Illinois voters will have the chance to more permanently ban right-to-work laws when they go to the polls next year.
“Voters in Illinois know what most working people across the country know, that right-to-work laws are wrong. They’re bad for workers and bad for the economy,” said International President Lonnie R. Stephenson, who began his career and remains a member of Rock Island, Ill., Local 145. “This is a chance to enshrine the true rights of working people into the state constitution and say once and for all that every employee deserves a voice on the job and the right to bargain collectively.”
The Workers’ Rights Amendment would establish a new section in the Illinois Bill of Rights that would limit the power of the General Assembly, state, or any local government to pass a law that restricts or prohibits collective bargaining over wages, hours and terms and conditions of employment, including private sector workers’ rights to contract for union security agreements.
The amendment passed both the state House and Senate with bipartisan support in May. Since this type of legislation doesn’t require a governor’s signature, the next step is for the issue to go before voters via ballot, which will happen in November 2022. It will need approval from three-fifths of all those voting on the question, or a simple majority of all ballots cast in the election, to be ratified, reported Capitol News Illinois.
Despite mountains of evidence demonstrating their many shortcomings, right-to-work laws have proliferated across the U.S. The laws, largely championed by anti-union businesses and their allies, allow employees to access the benefits of a collective bargaining agreement without having to pay any fees for them. Consequently, union budgets are starved, weakening their bargaining power.
Currently, 27 states have these nefariously named laws on the books, including neighboring states Indiana, Michigan and Wisconsin. According to a new study from the Illinois Economic Policy Institute and the Project for Middle Class Renewal at the University of Illinois at Urbana-Champaign, Illinois fares significantly better for having avoided this pitfall.

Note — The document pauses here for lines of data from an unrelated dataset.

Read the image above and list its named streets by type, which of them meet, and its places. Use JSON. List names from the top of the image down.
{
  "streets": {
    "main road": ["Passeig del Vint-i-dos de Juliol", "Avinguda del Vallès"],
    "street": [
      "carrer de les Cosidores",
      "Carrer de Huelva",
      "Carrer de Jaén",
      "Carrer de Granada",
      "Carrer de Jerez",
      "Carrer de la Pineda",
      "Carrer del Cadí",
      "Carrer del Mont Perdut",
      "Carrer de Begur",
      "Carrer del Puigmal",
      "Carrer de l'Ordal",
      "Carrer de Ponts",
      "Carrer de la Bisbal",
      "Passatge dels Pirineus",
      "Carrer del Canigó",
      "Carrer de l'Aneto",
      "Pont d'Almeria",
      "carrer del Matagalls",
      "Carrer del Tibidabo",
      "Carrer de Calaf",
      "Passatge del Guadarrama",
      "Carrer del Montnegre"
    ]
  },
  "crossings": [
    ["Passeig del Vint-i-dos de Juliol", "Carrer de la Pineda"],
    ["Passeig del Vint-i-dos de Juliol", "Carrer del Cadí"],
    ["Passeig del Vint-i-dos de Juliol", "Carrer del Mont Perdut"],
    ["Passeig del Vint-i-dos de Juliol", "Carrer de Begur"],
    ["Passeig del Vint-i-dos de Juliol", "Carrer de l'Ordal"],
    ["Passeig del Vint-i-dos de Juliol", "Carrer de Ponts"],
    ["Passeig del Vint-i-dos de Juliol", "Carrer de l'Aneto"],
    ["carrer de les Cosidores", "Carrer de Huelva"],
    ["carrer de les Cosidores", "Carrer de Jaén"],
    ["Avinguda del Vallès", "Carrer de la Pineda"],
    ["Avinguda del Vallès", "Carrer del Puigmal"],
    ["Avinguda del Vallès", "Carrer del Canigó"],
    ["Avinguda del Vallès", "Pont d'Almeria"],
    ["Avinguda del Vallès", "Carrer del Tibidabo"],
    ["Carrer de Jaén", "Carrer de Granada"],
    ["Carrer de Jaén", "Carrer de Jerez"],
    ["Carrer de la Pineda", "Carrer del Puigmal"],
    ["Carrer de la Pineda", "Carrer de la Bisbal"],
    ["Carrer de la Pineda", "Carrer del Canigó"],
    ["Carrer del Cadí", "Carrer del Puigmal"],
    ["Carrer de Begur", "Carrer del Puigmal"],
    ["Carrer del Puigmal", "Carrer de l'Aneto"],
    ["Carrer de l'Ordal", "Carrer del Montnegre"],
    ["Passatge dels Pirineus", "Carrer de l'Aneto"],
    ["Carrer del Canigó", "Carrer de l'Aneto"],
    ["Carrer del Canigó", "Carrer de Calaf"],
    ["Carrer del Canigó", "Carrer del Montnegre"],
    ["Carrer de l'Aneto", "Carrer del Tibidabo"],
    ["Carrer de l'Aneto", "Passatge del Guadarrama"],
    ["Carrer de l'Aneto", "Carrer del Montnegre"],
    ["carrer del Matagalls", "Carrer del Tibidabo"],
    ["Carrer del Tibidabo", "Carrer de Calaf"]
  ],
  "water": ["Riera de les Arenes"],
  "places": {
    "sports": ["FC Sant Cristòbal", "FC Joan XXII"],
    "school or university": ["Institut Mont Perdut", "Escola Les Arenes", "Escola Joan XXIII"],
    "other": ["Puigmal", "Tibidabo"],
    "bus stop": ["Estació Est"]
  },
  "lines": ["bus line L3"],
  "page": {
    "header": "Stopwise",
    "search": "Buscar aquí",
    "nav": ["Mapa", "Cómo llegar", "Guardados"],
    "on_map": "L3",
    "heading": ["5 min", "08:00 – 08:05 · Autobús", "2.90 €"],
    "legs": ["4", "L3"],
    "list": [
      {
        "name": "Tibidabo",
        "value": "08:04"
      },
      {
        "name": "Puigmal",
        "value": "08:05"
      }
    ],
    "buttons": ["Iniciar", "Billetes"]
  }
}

Among the findings, when compared to right-to-work states, Illinois workers’ have a 6% higher annual income, are 5% more likely to have health insurance coverage, are 3% more likely to own their homes and are 4% more likely to have a bachelor’s degree or higher. Worker poverty is also lower. Illinoisans also have 32% fewer on-the-job fatalities.
“The data shows that the states that are most effective at building middle-class jobs and delivering economic growth are those that support workers’ rights and collective bargaining,” wrote study authors Frank Manzo and Robert Bruno. “This suggests that passing the proposed Workers’ Rights Amendment would promote good jobs, safe workplaces, and a strong economy for the people of Illinois.”
An earlier study from ILEPI found that there are 31% fewer registered apprentices in right-to-work states and that economic productivity is 17% lower per worker.
“Over the past year, we’ve come to rely on many of our hourly workers as essential frontline heroes who have more than earned the right to bargain for fair wages and safe working conditions,” wrote Marc Poulos, executive director and counsel of the Indiana, Illinois and Iowa Foundation for Fair Contracting, a labor-management organization, in an op-ed for the Chicago Sun Times. “So-called right-to-work laws are designed to chip away at this principle. And the data shows that they not only have shortchanged workers, but they have proven to be fundamentally bad economic policy.”
Earlier this year, both New Hampshire and Montana legislators voted against right-to-work in their respective states. And the Missouri General Assembly is once again considering its own right-to-work law, despite Show Me State voters overwhelmingly rejecting such a measure in 2018.
At the federal level, the Protecting the Right to Organize Act would do away with right-to-work laws altogether, among numerous other worker protections. The PRO Act passed the House earlier this year, and has the support of President Joe Biden, but has stalled in the Senate.